- Location of Bergman in Boone County, Arkansas.
- Coordinates: 36°18′46″N 93°00′42″W﻿ / ﻿36.31278°N 93.01167°W
- Country: United States
- State: Arkansas
- County: Boone
- Founded: August 4, 1905
- Incorporated: April 3, 1968

Government
- • Type: Council government
- • Mayor: Danny Farmer

Area
- • Total: 1.31 sq mi (3.38 km^{2})
- • Land: 1.31 sq mi (3.38 km^{2})
- • Water: 0 sq mi (0.00 km^{2})
- Elevation: 1,270 ft (390 m)

Population (2020)
- • Total: 426
- • Estimate (2025): 422
- • Density: 326.5/sq mi (126.08/km^{2})
- Time zone: UTC-6 (Central (CST))
- • Summer (DST): UTC-5 (CDT)
- ZIP code: 72615
- Area code: 870
- FIPS code: 05-05440
- GNIS feature ID: 2405247
- Website: townofbergman.com

= Bergman, Arkansas =

Bergman is a town in Boone County, Arkansas, United States. The population was 426 at the 2020 census. It is part of the Harrison Micropolitan Statistical Area.

==Geography==

According to the United States Census Bureau, the town has a total area of 3.4 km2, all land.

===List of highways===

- Arkansas Highway 7
- Arkansas Highway 281

==History==
Areas very close to the current location of Bergman were known as Oregon Flat and Clabbie. There was also a town around one mile south of present-day Bergman called Keener. Keener was strong in the 1880s and had a population of about 1,000 people. But, Keener began to decline fast by 1892.
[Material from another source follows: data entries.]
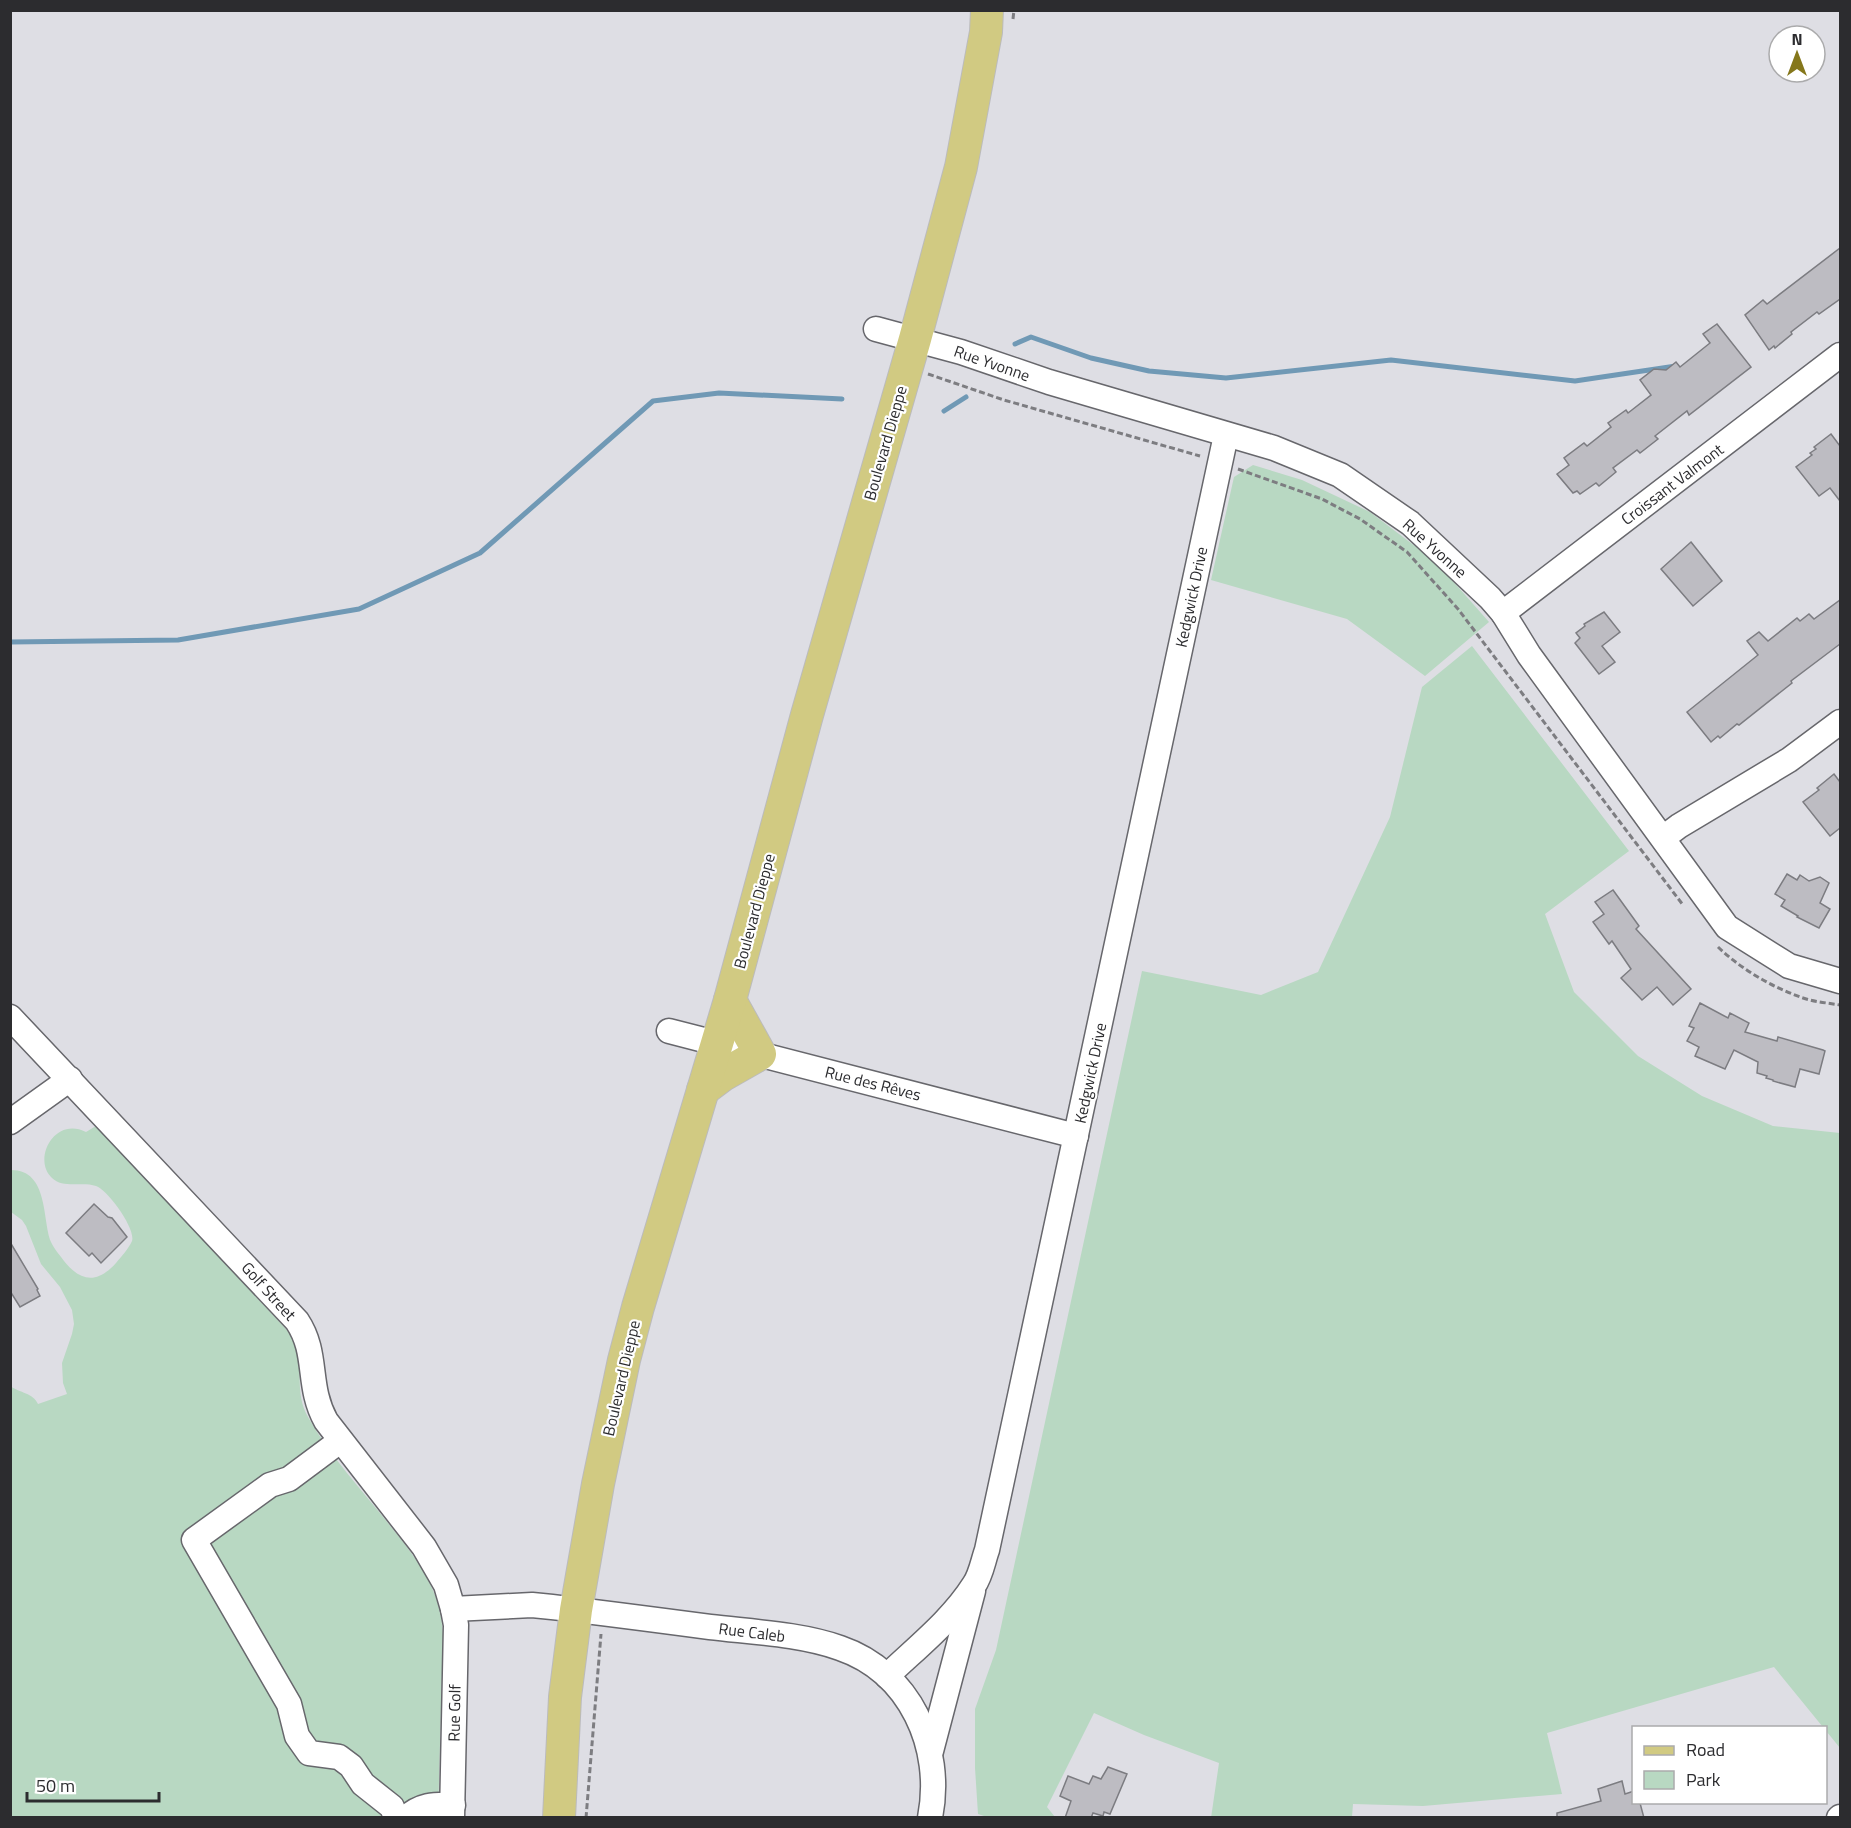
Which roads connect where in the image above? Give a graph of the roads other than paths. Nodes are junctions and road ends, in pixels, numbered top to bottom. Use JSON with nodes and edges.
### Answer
{"nodes":[{"id":1,"x":987,"y":10,"type":"edge"},
{"id":2,"x":876,"y":329,"type":"dead end"},
{"id":3,"x":915,"y":339,"type":"junction"},
{"id":4,"x":1840,"y":355,"type":"edge"},
{"id":5,"x":1226,"y":435,"type":"junction"},
{"id":6,"x":1503,"y":613,"type":"junction"},
{"id":7,"x":1840,"y":723,"type":"edge"},
{"id":8,"x":1663,"y":838,"type":"junction"},
{"id":9,"x":1840,"y":981,"type":"edge"},
{"id":10,"x":730,"y":1000,"type":"junction"},
{"id":11,"x":10,"y":1017,"type":"edge"},
{"id":12,"x":669,"y":1031,"type":"dead end"},
{"id":13,"x":716,"y":1043,"type":"junction"},
{"id":14,"x":760,"y":1054,"type":"junction"},
{"id":15,"x":70,"y":1079,"type":"junction"},
{"id":16,"x":703,"y":1090,"type":"junction"},
{"id":17,"x":10,"y":1122,"type":"edge"},
{"id":18,"x":1076,"y":1136,"type":"junction"},
{"id":19,"x":340,"y":1441,"type":"junction"},
{"id":20,"x":976,"y":1583,"type":"junction"},
{"id":21,"x":453,"y":1609,"type":"junction"},
{"id":22,"x":576,"y":1610,"type":"junction"},
{"id":23,"x":887,"y":1676,"type":"junction"},
{"id":24,"x":931,"y":1751,"type":"junction"},
{"id":25,"x":452,"y":1811,"type":"edge"},
{"id":26,"x":396,"y":1818,"type":"edge"},
{"id":27,"x":406,"y":1818,"type":"edge"},
{"id":28,"x":559,"y":1818,"type":"edge"},
{"id":29,"x":930,"y":1818,"type":"edge"}],
"edges":[{"from":1,"to":3,"type":"main road","name":"Boulevard Dieppe"},
{"from":2,"to":3,"type":"street","name":"Rue Yvonne"},
{"from":3,"to":5,"type":"street","name":"Rue Yvonne"},
{"from":3,"to":10,"type":"main road","name":"Boulevard Dieppe"},
{"from":4,"to":6,"type":"street","name":"Croissant Valmont"},
{"from":5,"to":6,"type":"street","name":"Rue Yvonne"},
{"from":5,"to":18,"type":"street","name":"Kedgwick Drive"},
{"from":6,"to":8,"type":"street","name":"Rue Yvonne"},
{"from":7,"to":8,"type":"street"},
{"from":8,"to":9,"type":"street","name":"Rue Yvonne"},
{"from":10,"to":13,"type":"main road","name":"Boulevard Dieppe"},
{"from":10,"to":14,"type":"main road"},
{"from":11,"to":15,"type":"street","name":"Golf Street"},
{"from":12,"to":13,"type":"street","name":"Rue des Rêves"},
{"from":13,"to":14,"type":"street","name":"Rue des Rêves"},
{"from":13,"to":16,"type":"main road","name":"Boulevard Dieppe"},
{"from":14,"to":16,"type":"main road"},
{"from":14,"to":18,"type":"street","name":"Rue des Rêves"},
{"from":15,"to":17,"type":"street"},
{"from":15,"to":19,"type":"street","name":"Golf Street"},
{"from":16,"to":22,"type":"main road","name":"Boulevard Dieppe"},
{"from":18,"to":20,"type":"street","name":"Kedgwick Drive"},
{"from":19,"to":21,"type":"street","name":"Golf Street"},
{"from":19,"to":26,"type":"street"},
{"from":20,"to":23,"type":"street","name":"Kedgwick Drive"},
{"from":20,"to":24,"type":"street"},
{"from":21,"to":22,"type":"street","name":"Rue Caleb"},
{"from":21,"to":25,"type":"street","name":"Rue Golf"},
{"from":22,"to":23,"type":"street","name":"Rue Caleb"},
{"from":22,"to":28,"type":"main road","name":"Boulevard Dieppe"},
{"from":23,"to":24,"type":"street","name":"Rue Caleb"},
{"from":24,"to":29,"type":"street","name":"Rue Caleb"},
{"from":25,"to":27,"type":"street"}]}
The town of Bergman was first incorporated on August 4, 1905. The name was derived from a Dr. Bergman, who provided the land and requested that it be named after her daughter. Miss Edith Bergman who was the daughter of Dr. Bergman (and hence the person who the town was named after) was the first postmistress.

Like a number of other towns in Boone County, Bergman was a railroad town. The White River Division Railway, which eventually was part of the Missouri Pacific Line, went through Bergman.

Before the increased prevalence of the automobile and better roads in the area such as Arkansas Highway 43 (which was built in 1927 and had been blacktopped by 1948), Bergman had a number of businesses and flourished as a small town.

The current incorporation took place on March 14, 1968. A new post office was located in Bergman in 1974.

Although Bergman has a school district as part of the Arkansas school consolidation of 1929, it is now largely a residential community.

==Demographics==

As of the census of 2010, there were 445 people, 162 households, and 118 families residing in the town. The population density was 120.9 /km2. There were 169 housing units at an average density of 50.2 /km2. The racial makeup of the town was 96.81% White, 0.49% Native American, 0.25% Asian, 0.25% Pacific Islander, 0.49% from other races, and 1.72% from two or more races. 0.74% of the population were Hispanic or Latino of any race.

There were 155 households, out of which 44.5% had children under the age of 18 living with them, 57.4% were married couples living together, 9.7% had a female householder with no husband present, and 28.4% were non-families. 26.5% of all households were made up of individuals, and 11.0% had someone living alone who was 65 years of age or older. The average household size was 2.63 and the average family size was 3.19.

In the town, the population was spread out, with 31.0% under the age of 18, 8.6% from 18 to 24, 31.9% from 25 to 44, 18.4% from 45 to 64, and 10.1% who were 65 years of age or older. The median age was 33 years. For every 100 females, there were 105.6 males. For every 100 females age 18 and over, there were 100.7 males.

The median income for a household in the town was $31,250, and the median income for a family was $37,708. Males had a median income of $27,778 versus $18,958 for females. The per capita income for the town was $13,928. About 7.3% of families and 10.6% of the population were below the poverty line, including 9.8% of those under age 18 and 21.4% of those age 65 or over.

Historical population
| Census | Pop. | Note | %± |
| 1970 | 249 |  | — |
| 1980 | 320 |  | 28.5% |
| 1990 | 324 |  | 1.3% |
| 2000 | 407 |  | 25.6% |
| 2010 | 439 |  | 7.9% |
| 2020 | 426 |  | −3.0% |
| 2025 (est.) | 422 | Decrease | −0.9% |
U.S. Decennial Census

==Education==
Bergman, along with Zinc, is within the Bergman School District, which leads to graduation to Bergman High School.